The lines to copy are those in the listing that hold the word "nodes".

Recorded information>

Segment Open

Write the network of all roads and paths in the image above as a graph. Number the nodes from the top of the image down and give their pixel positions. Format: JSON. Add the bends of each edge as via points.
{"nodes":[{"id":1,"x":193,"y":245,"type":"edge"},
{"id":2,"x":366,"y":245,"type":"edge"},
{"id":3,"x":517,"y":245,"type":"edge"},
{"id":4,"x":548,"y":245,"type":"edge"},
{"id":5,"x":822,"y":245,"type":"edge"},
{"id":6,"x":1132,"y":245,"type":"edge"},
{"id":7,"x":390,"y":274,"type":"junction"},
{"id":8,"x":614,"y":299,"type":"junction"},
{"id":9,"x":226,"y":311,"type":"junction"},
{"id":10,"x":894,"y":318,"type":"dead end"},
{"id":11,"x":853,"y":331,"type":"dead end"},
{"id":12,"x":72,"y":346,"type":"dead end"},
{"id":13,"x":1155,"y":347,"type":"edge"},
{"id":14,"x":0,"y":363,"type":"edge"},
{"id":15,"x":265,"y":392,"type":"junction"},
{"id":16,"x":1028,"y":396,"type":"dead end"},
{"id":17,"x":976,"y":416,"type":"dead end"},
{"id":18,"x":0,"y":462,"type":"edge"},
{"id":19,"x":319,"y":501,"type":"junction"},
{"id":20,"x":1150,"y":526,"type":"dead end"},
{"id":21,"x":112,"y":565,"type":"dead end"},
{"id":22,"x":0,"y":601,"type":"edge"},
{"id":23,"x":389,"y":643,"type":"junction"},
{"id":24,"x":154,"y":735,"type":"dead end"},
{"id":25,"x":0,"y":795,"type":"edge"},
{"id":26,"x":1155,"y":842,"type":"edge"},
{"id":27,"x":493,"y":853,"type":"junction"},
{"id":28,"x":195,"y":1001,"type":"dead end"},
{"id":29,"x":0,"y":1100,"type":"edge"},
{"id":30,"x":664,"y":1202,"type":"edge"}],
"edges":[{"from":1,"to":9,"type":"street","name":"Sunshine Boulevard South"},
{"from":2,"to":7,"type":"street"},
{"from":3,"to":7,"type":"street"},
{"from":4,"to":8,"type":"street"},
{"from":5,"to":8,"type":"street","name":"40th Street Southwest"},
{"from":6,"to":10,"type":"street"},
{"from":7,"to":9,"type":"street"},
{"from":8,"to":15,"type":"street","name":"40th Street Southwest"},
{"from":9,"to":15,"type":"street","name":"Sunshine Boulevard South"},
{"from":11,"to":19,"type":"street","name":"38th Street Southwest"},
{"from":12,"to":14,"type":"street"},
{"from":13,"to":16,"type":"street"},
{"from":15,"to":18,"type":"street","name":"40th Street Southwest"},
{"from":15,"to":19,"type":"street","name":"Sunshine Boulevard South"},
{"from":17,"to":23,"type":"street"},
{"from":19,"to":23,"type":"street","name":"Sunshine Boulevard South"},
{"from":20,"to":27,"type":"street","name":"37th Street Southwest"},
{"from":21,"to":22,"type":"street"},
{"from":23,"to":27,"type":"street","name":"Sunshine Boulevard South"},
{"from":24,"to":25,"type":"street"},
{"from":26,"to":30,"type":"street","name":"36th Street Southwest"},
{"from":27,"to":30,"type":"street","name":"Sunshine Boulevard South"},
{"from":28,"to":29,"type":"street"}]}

Segment Closed

Response to the task>
Write the network of all roads and paths in the image above as a graph. Number the nodes from the top of the image down and give their pixel positions. Format: JSON. Add the bends of each edge as via points.
{"nodes":[{"id":1,"x":193,"y":245,"type":"edge"},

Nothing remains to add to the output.